So, my fellow Marylanders, who are you going to believe: Trump or Hogan? President Donald Trump claims that Gov. Larry Hogan “didn’t understand” that he could have easily obtained all the coronavirus testing Maryland needed, right here at home, without making a deal with South Korea.
Who are you going to believe, the president who claimed falsely that “anyone who wants a test can get a test” or a governor who sized things up and decided Maryland had to take action of its own to test for the virus?
Who are you going to trust on this, a president who has made 18,000 false or misleading claims since he took office (according to The Washington Post fact-checker) or a governor who speaks firmly and without bluster about his state’s response to the deadly virus?
And who are you going to take seriously, a president who pretty much told governors they were on their own to deal with the virus or a governor who took decisive action, without waiting for signals from the White House, to protect as many of his citizens as possible?

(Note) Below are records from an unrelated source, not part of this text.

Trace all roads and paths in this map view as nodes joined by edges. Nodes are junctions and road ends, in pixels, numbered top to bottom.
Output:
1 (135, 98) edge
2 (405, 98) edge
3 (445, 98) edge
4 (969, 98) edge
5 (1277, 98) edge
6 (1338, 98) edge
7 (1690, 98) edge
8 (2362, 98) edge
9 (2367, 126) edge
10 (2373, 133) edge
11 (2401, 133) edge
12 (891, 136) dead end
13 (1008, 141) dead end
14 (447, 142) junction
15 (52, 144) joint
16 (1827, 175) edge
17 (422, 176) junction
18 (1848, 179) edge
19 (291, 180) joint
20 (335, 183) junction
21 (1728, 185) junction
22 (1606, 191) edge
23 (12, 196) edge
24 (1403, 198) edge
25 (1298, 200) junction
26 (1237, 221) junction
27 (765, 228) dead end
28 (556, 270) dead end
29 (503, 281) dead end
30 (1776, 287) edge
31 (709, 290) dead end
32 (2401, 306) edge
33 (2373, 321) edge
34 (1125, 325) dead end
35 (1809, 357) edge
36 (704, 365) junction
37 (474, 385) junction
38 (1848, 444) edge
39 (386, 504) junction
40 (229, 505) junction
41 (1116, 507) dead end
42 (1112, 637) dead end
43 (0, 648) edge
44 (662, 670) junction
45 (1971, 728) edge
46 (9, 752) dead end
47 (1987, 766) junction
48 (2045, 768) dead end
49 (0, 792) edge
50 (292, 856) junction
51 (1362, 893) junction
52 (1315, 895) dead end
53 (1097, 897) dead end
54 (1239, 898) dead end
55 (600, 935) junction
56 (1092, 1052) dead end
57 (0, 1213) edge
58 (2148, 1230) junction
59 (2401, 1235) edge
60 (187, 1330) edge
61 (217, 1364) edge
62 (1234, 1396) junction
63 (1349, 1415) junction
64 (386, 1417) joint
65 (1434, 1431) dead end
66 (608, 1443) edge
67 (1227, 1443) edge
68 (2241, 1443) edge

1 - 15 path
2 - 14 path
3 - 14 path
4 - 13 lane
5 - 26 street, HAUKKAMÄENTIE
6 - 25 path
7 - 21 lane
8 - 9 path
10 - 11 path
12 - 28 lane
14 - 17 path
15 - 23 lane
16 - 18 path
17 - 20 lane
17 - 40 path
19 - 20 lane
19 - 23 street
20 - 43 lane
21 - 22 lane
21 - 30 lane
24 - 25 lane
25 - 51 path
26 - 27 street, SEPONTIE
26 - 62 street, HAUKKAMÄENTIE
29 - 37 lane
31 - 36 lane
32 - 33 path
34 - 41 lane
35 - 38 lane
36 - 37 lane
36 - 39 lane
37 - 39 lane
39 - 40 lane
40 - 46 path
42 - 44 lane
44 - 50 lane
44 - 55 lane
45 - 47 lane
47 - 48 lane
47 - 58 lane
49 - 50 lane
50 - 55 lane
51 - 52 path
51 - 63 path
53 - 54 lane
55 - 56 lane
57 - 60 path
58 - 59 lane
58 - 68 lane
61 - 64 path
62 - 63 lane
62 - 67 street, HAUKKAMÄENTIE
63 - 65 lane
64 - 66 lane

“The administration made it clear over and over again they want the states to take the lead and we have to go out and do it ourselves,” Hogan says. “So, that’s exactly what we did.”
There’s no contest here, of course. A president who has lied as much as Trump has — and who continues to fill the air with bluster to try to cover his administration’s missteps in preparing for a national emergency — has no credibility. It is one of the worst scenarios you could imagine: a president millions of Americans don’t trust at a time when the country faces the worst public health crisis in a century. It’s no wonder that Marylanders turn to local and state leaders, starting with their governor, for honest leadership.

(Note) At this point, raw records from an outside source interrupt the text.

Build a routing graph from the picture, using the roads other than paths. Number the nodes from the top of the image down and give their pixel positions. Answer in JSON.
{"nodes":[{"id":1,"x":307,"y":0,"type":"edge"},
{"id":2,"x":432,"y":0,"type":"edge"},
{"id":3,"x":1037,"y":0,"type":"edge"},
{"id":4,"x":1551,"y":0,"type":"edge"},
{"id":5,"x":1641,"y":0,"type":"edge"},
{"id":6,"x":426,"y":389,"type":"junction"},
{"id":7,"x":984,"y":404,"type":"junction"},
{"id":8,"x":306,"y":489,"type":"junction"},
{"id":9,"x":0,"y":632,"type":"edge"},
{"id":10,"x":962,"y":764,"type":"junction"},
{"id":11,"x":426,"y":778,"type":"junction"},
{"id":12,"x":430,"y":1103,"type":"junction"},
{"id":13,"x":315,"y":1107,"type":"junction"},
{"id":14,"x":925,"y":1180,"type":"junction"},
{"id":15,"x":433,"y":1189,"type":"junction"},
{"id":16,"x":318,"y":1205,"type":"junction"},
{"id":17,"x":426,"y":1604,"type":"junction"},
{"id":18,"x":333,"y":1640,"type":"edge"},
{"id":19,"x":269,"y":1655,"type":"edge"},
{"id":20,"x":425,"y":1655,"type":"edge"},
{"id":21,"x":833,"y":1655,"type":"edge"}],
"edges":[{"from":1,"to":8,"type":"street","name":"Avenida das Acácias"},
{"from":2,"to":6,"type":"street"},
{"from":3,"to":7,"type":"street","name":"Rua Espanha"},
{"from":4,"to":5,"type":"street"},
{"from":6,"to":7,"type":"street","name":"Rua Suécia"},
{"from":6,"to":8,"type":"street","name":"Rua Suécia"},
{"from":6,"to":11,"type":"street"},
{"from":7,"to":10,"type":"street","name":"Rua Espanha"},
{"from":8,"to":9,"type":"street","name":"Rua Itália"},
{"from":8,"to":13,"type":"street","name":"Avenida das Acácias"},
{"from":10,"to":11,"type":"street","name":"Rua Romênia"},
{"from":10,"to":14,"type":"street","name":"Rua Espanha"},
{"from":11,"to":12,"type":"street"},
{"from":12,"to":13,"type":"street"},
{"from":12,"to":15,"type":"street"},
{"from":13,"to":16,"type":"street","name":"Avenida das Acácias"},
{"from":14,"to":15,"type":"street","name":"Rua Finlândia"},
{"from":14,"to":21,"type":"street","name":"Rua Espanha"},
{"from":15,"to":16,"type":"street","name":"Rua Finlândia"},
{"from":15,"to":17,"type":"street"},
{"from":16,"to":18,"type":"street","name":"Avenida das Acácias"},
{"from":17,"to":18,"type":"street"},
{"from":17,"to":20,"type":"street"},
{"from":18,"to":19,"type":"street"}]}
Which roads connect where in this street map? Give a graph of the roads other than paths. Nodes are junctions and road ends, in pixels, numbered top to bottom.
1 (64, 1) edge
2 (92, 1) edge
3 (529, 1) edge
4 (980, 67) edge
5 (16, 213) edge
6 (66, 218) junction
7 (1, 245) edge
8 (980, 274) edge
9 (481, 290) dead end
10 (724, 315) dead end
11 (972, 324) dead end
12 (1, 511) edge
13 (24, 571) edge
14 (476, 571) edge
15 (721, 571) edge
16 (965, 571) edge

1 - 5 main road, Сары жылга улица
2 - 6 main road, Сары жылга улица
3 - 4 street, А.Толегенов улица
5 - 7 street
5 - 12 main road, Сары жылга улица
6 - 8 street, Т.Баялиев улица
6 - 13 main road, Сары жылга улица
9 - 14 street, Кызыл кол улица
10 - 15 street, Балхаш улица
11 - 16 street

On Sunday, Hogan — still a Republican, last time we checked — came as close as he’s ever come to calling the president a liar, telling CNN that it was “absolutely false” for Trump to suggest governors weren’t doing everything they can to test for the virus more widely. “It’s not accurate to say there’s plenty of testing out there and the governors should just get it done,” said Hogan.
And, of course, Trump has been pushing to “reopen the economy” without having millions of tests readily available. That approaches an unprecedented level of presidential irresponsibility. We might be starting to catch up, but a nation of 328 million people has conducted just 4 million tests so far, according to the COVID Tracking Project. Hogan knows — because he apparently listens to health experts — that a key to gradually reopening society is testing to see who has the virus and who doesn’t. Anyone with common sense understands that.

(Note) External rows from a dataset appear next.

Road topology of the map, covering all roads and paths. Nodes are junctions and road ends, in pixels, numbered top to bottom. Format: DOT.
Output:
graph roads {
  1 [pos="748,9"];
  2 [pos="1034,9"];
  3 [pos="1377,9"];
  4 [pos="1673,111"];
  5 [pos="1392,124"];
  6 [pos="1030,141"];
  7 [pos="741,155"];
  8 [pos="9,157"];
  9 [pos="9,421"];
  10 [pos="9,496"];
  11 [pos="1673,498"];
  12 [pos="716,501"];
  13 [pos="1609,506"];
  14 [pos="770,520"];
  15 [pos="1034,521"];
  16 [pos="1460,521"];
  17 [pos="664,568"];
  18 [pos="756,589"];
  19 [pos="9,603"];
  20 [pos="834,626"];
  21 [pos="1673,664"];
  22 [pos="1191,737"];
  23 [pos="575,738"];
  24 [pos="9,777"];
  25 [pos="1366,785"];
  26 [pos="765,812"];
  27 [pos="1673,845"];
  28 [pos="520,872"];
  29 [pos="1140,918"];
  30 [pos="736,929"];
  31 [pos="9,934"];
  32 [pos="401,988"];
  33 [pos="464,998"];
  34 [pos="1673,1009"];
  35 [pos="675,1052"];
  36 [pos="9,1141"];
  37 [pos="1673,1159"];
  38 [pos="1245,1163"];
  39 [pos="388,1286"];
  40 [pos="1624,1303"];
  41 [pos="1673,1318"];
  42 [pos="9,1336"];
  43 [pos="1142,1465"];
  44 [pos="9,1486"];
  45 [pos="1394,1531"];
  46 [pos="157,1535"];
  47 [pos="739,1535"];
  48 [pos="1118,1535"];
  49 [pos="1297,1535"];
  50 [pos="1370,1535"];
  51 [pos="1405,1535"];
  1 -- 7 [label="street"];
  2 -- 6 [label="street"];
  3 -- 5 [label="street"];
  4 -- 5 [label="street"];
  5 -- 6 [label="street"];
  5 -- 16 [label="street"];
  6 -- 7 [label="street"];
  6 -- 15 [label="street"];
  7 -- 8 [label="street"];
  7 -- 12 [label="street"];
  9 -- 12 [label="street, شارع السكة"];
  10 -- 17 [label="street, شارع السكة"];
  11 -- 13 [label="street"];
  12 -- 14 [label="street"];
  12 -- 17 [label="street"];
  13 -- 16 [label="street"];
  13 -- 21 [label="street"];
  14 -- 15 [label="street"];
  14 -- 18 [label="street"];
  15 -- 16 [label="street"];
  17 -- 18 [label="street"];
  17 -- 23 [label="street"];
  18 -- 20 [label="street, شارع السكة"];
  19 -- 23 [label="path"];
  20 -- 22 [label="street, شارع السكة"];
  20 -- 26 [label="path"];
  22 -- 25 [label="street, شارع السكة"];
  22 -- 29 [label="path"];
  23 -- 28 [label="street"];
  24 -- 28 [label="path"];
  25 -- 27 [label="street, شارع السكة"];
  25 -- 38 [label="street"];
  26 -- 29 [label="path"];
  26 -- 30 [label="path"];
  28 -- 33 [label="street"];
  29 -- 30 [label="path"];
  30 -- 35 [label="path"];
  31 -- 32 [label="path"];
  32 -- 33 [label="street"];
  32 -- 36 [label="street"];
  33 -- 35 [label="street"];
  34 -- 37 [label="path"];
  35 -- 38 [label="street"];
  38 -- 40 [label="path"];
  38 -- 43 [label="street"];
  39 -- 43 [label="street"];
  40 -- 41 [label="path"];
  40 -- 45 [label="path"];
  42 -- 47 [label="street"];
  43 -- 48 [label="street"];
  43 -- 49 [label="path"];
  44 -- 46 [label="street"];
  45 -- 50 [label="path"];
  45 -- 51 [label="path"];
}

So it was remarkable Monday afternoon to hear Hogan announce that Maryland would directly purchase kits good for 500,000 tests from a company in South Korea, a country that set the standard for early testing. Hogan’s wife, first lady Yumi Hogan, was born in South Korea. She got involved in closing the deal for the tests, and that’s great, but it also points to the nation’s lack of preparedness for a crisis that public health officials had modeled and predicted months ago.
Test kits, ventilators, face masks — much of the supply chain for those important products has moved outside of the traditional path from the federal government down to the states. When the president does not establish a national strategy for a national emergency, when he does not readily use his authority to rev up production and centralize supplies, you get the kind of chaos and stress we saw early on: States in bidding wars for ventilators, a national stockpile of protective equipment being quickly depleted and not sufficient for the states’ needs.
So no wonder Larry and Yumi Hogan used their relationship with South Korea to get tests for Maryland. Good for them, good for us. Under dire circumstances, the Hogans did what they believed had to be done.
There’s a lot of that going on at the local level: Small businesses making hand sanitizer, volunteers sewing face masks or acquiring them any way they can. Just the other day, the state’s largest public employee union received 20,000 surgical masks from an opera company.
After the Maryland Lyric Opera, based in Montgomery County, canceled its upcoming performances, its founder and artistic director, Brad Clark, had his associates find and purchase surgical masks to donate to men and women on the front lines of the pandemic. The masks went to hospitals and nursing facilities and to the American Federation of State, County and Municipal Employees in Maryland.
Patrick Moran, president of AFSCME Maryland, picked up 20,000 of them last week. Moran, who has been sharply critical of the Hogan administration for not doing enough to protect state workers, said the masks will go to staff in state hospitals and youth facilities as well as to commercial vehicle inspectors, workers at truck weigh stations and maintenance workers in state buildings.
But, despite AFSCME’s pleadings, these masks are not the best for workers, including nurses and direct-care aides, who have contact with the public, Moran says. Front-line state employees, he says, deserve a more aggressive approach to acquiring top-quality masks from anywhere on the planet.
Sounds like another assignment for Yumi Hogan.